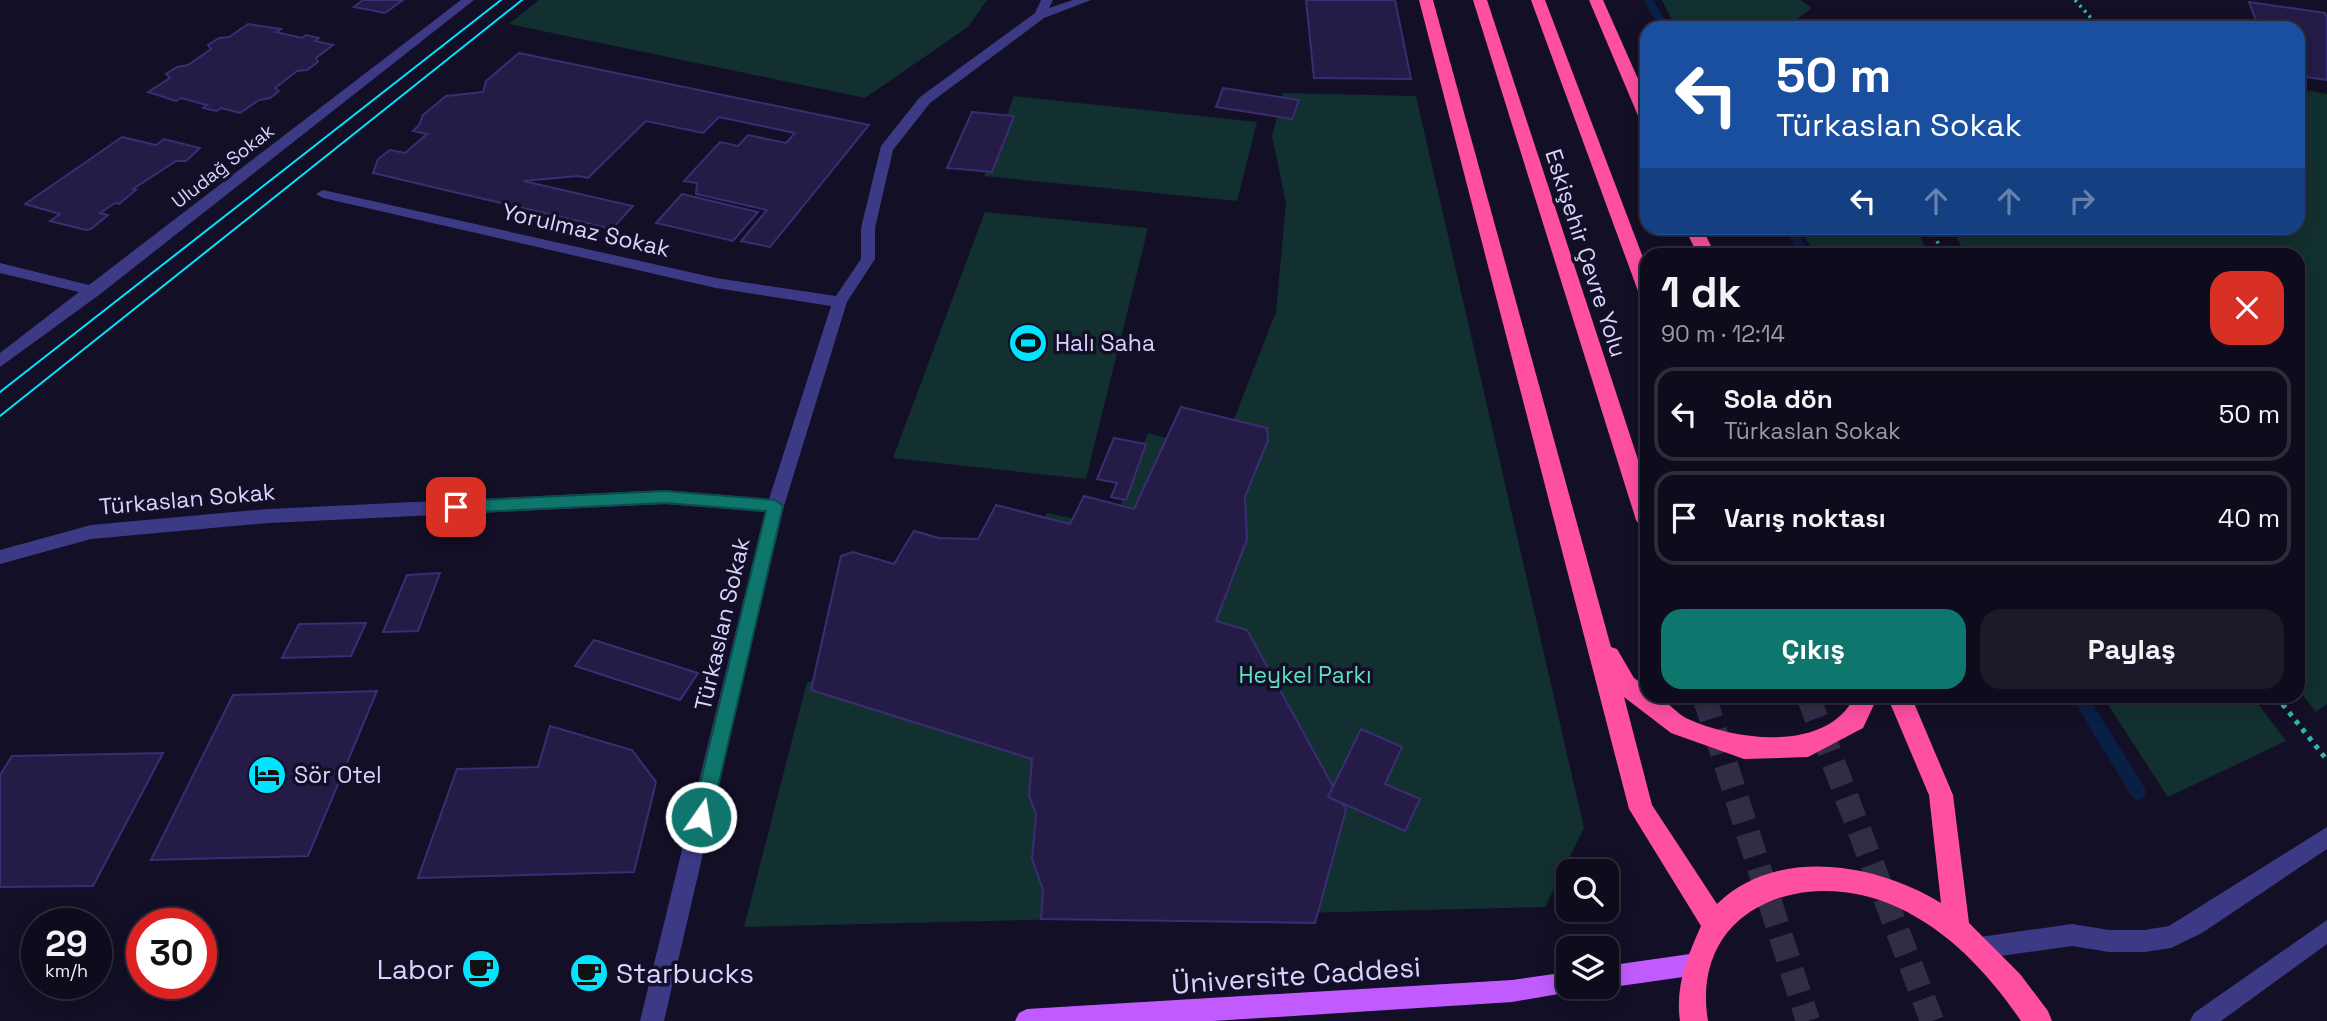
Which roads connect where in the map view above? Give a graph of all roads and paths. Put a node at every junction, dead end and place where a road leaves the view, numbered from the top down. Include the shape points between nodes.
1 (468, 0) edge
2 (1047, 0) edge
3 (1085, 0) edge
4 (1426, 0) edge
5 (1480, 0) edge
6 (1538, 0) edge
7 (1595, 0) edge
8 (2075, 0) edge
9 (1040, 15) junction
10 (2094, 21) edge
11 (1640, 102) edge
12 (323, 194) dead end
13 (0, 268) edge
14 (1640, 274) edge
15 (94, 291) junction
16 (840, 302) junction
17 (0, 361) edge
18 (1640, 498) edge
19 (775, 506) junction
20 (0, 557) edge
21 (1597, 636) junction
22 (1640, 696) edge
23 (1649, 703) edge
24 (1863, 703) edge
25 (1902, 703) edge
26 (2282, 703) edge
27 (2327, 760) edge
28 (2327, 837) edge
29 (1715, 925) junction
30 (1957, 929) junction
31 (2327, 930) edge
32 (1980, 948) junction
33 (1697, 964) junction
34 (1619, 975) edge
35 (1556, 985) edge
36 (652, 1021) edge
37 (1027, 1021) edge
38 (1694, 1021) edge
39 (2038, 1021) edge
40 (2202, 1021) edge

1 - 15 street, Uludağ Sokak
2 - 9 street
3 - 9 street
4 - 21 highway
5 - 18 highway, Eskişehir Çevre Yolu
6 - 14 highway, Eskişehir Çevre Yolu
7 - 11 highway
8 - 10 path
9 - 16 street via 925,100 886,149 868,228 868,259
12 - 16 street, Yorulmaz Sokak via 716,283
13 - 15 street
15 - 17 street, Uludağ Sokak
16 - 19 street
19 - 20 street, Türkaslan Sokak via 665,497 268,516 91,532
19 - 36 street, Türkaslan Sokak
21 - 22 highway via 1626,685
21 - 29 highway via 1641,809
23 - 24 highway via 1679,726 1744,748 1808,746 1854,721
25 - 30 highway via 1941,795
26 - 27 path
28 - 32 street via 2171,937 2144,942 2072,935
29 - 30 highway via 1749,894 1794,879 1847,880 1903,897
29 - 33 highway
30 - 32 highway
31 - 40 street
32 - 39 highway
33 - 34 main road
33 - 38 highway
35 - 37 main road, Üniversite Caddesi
--
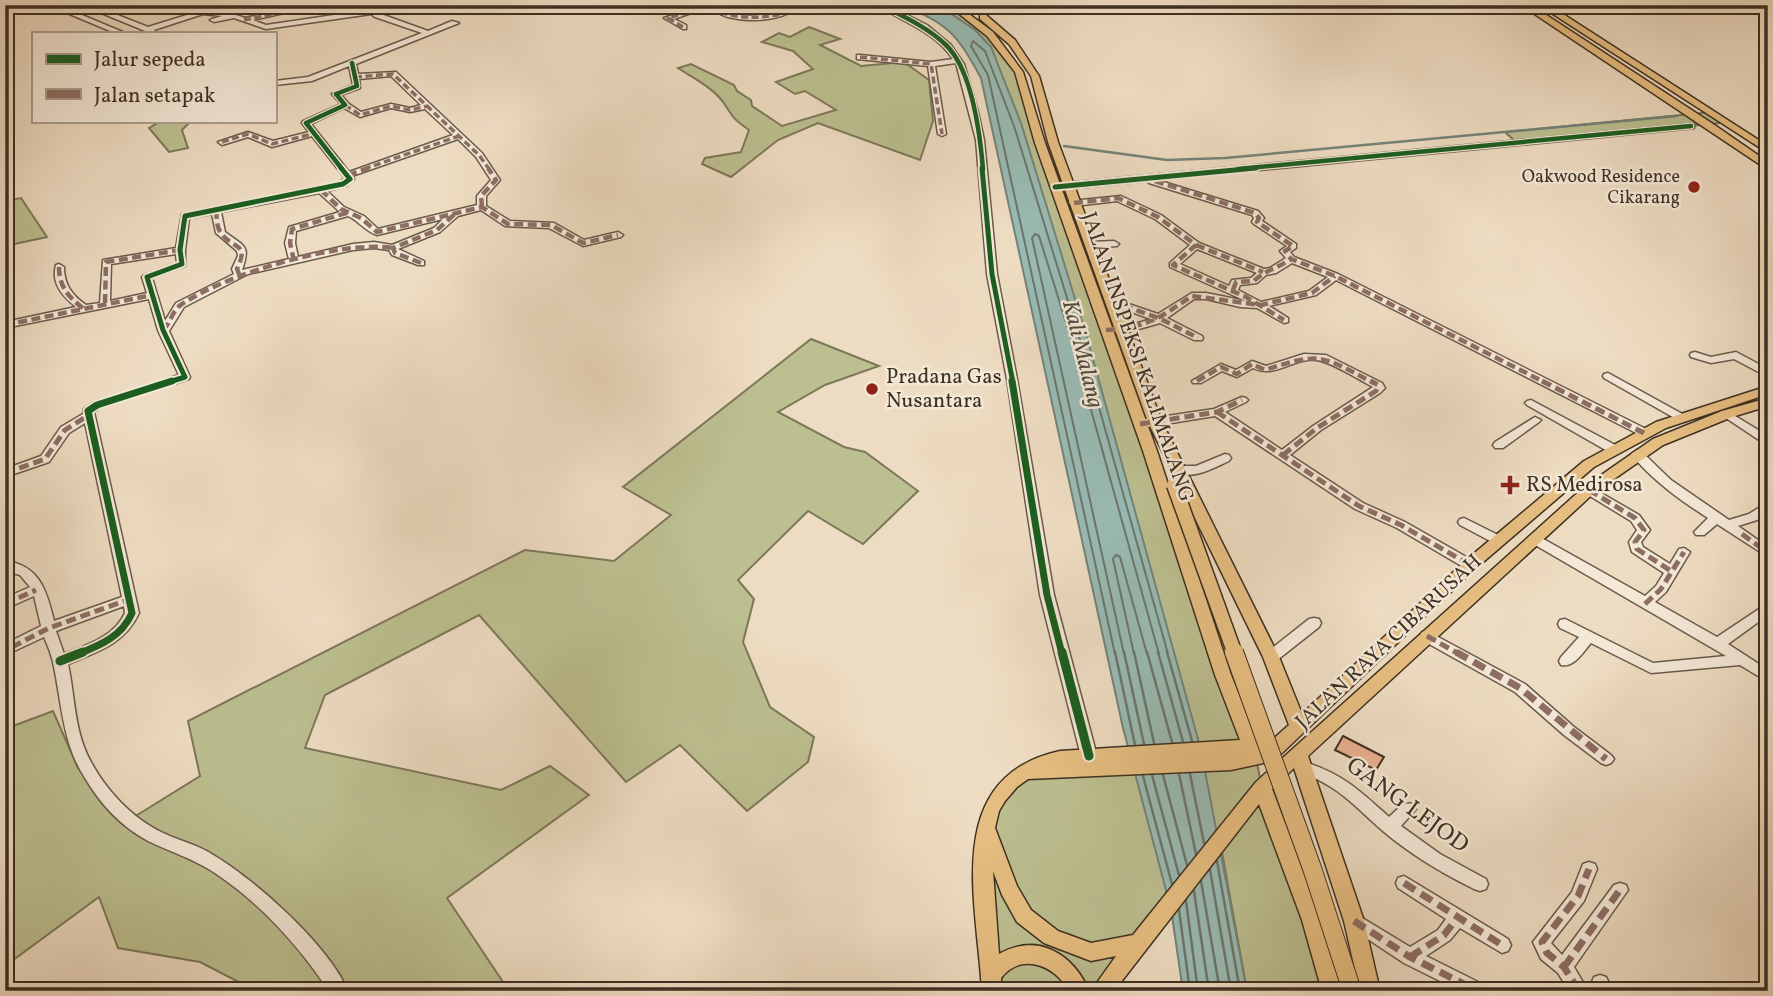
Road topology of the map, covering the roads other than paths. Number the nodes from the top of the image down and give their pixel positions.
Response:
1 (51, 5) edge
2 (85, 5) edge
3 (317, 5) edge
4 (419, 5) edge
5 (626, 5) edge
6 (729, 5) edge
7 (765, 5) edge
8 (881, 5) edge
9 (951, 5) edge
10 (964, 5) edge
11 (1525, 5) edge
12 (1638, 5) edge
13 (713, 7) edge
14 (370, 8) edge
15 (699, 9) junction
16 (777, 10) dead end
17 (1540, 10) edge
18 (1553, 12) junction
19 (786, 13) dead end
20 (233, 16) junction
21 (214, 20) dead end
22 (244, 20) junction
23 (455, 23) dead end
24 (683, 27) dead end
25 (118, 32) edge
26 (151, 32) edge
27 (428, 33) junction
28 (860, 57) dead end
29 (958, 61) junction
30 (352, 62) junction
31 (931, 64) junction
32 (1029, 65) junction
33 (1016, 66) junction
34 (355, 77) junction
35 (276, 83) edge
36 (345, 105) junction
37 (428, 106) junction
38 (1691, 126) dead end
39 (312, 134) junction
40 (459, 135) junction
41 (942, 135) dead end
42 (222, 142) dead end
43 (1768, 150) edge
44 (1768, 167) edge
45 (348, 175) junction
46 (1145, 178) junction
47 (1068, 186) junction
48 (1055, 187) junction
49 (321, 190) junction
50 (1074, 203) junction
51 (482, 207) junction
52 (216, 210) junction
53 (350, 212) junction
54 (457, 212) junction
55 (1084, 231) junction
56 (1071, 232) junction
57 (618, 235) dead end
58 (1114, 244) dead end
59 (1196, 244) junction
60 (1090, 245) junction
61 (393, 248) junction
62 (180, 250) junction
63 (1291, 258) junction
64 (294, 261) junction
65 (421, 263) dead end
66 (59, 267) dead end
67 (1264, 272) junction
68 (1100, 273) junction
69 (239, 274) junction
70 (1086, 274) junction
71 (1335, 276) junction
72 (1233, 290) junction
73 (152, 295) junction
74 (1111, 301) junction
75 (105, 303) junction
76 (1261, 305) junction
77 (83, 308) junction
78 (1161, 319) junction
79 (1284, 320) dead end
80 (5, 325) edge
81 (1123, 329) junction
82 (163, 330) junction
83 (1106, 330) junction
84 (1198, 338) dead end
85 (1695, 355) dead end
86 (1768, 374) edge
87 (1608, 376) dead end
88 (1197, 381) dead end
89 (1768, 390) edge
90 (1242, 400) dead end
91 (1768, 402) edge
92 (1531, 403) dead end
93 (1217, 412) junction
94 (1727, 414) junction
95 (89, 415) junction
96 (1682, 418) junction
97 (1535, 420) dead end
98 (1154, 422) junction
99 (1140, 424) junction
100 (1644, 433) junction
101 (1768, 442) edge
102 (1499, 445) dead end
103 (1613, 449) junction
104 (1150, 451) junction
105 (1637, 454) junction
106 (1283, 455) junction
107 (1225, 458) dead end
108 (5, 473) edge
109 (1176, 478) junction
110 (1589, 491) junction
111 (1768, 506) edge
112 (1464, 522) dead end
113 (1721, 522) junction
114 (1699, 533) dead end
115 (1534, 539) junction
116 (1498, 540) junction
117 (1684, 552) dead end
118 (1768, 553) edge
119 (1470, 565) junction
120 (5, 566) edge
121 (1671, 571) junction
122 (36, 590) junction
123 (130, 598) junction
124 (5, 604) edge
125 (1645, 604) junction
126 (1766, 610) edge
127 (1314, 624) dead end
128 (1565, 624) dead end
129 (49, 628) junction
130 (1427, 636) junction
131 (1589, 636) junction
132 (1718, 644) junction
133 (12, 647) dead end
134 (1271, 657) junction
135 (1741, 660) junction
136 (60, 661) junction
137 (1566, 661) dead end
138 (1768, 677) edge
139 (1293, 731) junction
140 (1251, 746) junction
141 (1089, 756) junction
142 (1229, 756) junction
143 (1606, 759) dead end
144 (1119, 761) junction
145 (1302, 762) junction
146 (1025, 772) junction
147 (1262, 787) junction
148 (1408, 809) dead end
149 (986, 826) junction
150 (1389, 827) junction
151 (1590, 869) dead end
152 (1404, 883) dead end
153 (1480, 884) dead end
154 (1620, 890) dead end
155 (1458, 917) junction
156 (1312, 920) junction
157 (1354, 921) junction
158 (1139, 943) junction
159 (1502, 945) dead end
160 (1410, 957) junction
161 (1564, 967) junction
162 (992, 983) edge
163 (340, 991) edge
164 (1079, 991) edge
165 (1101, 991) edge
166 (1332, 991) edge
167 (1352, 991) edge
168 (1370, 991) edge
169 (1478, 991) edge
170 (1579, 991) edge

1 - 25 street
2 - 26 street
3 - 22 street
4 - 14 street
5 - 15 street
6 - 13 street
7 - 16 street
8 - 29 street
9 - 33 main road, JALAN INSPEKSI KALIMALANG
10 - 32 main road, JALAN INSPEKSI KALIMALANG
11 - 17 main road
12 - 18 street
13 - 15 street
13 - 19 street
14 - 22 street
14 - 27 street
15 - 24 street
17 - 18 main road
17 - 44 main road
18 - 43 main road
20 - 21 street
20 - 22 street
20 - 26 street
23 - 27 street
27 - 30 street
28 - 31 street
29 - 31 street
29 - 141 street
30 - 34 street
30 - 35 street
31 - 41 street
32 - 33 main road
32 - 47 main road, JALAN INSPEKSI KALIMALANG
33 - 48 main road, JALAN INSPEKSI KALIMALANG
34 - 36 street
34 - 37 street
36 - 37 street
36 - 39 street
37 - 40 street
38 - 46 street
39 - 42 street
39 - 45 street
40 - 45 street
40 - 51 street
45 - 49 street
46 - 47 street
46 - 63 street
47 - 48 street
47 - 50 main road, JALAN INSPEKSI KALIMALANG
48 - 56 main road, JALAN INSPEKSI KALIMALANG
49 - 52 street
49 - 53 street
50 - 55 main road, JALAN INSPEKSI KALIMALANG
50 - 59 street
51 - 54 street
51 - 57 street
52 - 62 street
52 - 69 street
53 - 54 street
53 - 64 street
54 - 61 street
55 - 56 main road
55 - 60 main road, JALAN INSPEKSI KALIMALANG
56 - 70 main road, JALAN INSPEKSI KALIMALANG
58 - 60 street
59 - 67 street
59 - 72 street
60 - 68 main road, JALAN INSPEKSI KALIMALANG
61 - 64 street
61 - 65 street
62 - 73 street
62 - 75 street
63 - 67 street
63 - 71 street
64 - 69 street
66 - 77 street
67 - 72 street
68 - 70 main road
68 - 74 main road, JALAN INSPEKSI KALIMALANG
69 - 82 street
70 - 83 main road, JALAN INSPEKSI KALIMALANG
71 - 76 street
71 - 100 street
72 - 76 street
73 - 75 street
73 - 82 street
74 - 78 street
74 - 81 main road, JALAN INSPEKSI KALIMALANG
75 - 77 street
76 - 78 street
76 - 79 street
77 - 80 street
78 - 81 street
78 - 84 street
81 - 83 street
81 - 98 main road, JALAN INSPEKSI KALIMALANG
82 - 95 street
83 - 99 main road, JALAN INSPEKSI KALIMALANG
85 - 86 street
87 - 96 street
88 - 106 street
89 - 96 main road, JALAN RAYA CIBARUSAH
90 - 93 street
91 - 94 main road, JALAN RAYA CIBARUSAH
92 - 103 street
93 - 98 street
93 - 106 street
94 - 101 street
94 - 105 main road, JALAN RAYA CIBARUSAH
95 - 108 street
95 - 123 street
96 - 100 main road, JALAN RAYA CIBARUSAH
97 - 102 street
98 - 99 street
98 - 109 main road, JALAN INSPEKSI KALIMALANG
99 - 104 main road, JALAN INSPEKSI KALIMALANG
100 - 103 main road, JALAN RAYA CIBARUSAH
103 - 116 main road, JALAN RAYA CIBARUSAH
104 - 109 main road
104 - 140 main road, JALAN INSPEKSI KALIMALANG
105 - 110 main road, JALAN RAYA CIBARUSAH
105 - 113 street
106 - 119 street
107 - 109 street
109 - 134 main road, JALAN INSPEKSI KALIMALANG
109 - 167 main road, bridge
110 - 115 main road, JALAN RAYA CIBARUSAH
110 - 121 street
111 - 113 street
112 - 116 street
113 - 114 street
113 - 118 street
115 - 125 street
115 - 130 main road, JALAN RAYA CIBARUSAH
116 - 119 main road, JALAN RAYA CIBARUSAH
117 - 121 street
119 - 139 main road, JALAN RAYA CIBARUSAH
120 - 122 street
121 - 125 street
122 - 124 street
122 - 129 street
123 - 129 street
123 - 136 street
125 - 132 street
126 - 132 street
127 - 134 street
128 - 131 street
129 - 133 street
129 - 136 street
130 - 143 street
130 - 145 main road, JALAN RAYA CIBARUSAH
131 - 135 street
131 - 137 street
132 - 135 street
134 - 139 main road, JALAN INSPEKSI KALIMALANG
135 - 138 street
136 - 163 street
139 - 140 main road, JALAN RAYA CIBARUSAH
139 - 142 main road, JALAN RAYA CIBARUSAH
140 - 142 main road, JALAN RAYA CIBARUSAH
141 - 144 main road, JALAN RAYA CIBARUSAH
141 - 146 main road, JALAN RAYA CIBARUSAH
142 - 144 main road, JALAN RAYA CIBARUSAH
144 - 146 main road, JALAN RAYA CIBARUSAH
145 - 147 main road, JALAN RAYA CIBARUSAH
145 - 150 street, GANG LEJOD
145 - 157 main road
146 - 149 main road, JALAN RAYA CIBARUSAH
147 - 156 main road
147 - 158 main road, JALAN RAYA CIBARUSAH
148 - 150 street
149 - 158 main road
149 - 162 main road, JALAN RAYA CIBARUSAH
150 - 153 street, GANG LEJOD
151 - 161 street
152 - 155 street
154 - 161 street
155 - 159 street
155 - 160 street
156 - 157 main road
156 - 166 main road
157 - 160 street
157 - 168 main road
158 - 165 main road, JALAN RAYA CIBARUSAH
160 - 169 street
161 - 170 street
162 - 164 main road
--
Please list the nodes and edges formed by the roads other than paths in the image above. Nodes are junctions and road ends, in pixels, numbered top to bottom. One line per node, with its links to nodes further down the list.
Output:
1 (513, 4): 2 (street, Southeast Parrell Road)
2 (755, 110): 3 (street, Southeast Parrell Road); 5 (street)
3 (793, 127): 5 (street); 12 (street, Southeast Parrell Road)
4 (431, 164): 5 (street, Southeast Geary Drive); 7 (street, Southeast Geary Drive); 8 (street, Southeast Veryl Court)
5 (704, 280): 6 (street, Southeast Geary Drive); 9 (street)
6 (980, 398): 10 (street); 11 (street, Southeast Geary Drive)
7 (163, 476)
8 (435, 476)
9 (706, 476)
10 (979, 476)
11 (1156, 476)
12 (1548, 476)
--
PROBLEM TO WORK ON →
The expected output is every line of the records in which the string "image" appears.

ANSWER SECTION →
Road topology of the map, covering the roads other than paths. Number the nodes from the top of the image down and give their pixel positions.
Please list the nodes and edges formed by the roads other than paths in the image above. Nodes are junctions and road ends, in pixels, numbered top to bottom. One line per node, with its links to nodes further down the list.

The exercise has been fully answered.